Should she believe him? After all, she had never been to The Red House, and she was the poacher he was looking for. Wasn’t she?

He cleared his throat again and spoke quietly. “There is a black market of poached deer meat being sold at the back of The Red House. I am trying to discover who is involved.”

But that could not be. Odette forced herself not to speak as she thought this through. Was someone else poaching the margrave’s deer? She had never encountered anyone else while she was hunting in the forest. How could someone be selling the poacher’s meat? It was impossible since she was the poacher.

She must concentrate on what Jorgen was saying. “Go on. So you went to The Red House to find out about the black market. What happened then?”

He looked down at his hands clasped in front of him on the table. “While I was there, I encountered a young maiden.” He held up one hand, still not looking Odette in the eye. “I did nothing to her, I vow to you. I was only there to get information.”

“I believe you.” He had such a look of embarrassment, she could not help but believe him.

“Thank you. So, this girl was much too young to be in a place like that, doing what . . . what she was supposed to be doing there. I told her I would take her to a safe place, that she did not have to stay there, and she came with me.”

“They just let you leave with her?”

“No.” He ran his hand through his hair, ruffling the curls at his temple. “I helped her sneak out.”

“Is that how you got that bruise on your cheek?”

He nodded.

“And that cut on your lip?”

“But you should have seen what I did to him.” The look on his face was something between pride and humor.

“He looked worse than you?”

He shrugged. “You could say that.”

She laughed, but her heart tripped over itself at the thought of Jorgen rescuing this girl. “How old is she?”

“Fourteen.”

“Dear heavenly saints!” Odette pressed a hand to her stomach. She had forgotten to eat while he was talking, and now the two bites of pasty in her stomach roiled as if they might come back up.

“I took her home. She spent the night there last night, but now she is crying and says she should leave. She says she will taint our house, and she is afraid that now that she has not paid her debt to Agnes, she will do something bad to her little brothers.”

“Agnes? Her little brothers?”

“Agnes is the woman at The Red House who helped find her little brothers a home when their mother died. She said if Kathryn—that’s the fourteen-year-old maiden—would work for her, she would find them a home.”

“No.” Odette pounded her fist on the table. “We must not let her think she has to give in to this terrible woman.”

“I will have to find her brothers, or she will go look for them herself.”

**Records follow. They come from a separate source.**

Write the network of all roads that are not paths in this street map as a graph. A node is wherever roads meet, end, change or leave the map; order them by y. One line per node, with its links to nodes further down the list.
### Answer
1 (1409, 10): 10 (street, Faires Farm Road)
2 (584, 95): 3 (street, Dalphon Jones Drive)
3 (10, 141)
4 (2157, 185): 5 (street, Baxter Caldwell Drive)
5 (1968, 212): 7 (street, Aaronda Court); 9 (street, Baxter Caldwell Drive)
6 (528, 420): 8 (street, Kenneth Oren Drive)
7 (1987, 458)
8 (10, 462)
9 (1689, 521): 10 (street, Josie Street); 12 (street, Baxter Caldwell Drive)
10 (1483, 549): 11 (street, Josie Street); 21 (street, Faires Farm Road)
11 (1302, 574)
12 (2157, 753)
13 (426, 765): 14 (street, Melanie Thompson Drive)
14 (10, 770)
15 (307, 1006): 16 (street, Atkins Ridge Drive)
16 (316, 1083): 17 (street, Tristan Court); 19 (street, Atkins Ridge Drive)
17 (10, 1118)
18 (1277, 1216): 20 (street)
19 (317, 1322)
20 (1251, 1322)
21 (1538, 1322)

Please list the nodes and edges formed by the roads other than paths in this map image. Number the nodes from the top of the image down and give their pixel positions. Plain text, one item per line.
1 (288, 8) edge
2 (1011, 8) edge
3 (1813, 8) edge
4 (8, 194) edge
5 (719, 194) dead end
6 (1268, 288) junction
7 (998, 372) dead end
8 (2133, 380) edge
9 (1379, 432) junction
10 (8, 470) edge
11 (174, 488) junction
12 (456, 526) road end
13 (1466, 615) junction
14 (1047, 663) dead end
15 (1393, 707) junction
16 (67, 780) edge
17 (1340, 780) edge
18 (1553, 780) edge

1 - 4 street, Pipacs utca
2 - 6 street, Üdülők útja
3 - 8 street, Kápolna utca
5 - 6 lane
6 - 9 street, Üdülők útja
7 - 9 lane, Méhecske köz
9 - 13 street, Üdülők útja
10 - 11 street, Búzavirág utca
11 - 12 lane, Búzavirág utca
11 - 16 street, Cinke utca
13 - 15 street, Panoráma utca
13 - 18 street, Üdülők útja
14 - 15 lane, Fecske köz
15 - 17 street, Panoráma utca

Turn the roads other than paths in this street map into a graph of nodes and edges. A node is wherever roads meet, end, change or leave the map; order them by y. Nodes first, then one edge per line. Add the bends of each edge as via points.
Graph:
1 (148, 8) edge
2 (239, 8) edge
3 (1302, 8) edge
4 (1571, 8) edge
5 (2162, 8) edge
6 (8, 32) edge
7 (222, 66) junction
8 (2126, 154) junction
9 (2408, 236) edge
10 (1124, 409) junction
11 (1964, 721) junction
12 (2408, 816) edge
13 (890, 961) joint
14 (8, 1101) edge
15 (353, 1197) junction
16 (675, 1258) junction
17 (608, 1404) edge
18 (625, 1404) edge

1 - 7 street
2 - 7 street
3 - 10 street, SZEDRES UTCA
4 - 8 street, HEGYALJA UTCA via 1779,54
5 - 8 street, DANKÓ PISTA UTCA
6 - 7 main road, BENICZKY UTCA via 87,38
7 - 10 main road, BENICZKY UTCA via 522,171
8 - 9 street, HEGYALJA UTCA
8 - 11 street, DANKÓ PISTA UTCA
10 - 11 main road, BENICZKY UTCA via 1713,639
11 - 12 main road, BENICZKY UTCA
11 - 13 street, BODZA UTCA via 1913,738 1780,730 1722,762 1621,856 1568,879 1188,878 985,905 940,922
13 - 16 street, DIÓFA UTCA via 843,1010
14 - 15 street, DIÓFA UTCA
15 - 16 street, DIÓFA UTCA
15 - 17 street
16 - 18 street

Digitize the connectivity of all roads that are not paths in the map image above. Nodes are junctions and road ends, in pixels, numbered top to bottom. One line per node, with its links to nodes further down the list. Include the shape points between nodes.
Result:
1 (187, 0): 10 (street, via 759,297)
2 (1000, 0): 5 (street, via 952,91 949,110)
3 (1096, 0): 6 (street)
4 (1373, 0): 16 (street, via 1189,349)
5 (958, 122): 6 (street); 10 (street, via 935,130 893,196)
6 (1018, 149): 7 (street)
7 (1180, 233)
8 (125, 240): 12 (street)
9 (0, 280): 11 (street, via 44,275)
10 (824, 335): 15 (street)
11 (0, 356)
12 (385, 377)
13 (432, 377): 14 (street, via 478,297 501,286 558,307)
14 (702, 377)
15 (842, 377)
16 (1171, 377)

“Do you know where they are? I will go get them!” Odette rose from her seat. “How dare that woman do such a thing to helpless children? We should have her thrown in the pillory or locked in the dungeon.”

“We must have evidence first, Odette. If we want her to be stopped, we must keep our heads and find evidence that she has broken the law. I am not sure that we have proof she has violated any laws yet, and we do not know where Kathryn’s little brothers are.”

“Of course. Still, how could anyone do such a thing to a fourteen-year-old?”

“Why don’t you sit down and eat your breakfast. Then you can come with me to talk to her.” The half grin on his face made her wish he was as rich as Mathis Papendorp.

Three young orphans were in need, and Jorgen wanted her assistance in helping them. She didn’t want to think about the mayor’s son.

14

ODETTE DID AS Jorgen suggested and ate her food. Soon after, they were walking toward the gate closest to Thornbeck Forest and to the gamekeeper’s cottage. Jorgen led her through a well-worn path—a path she avoided at night so as not to leave footprints.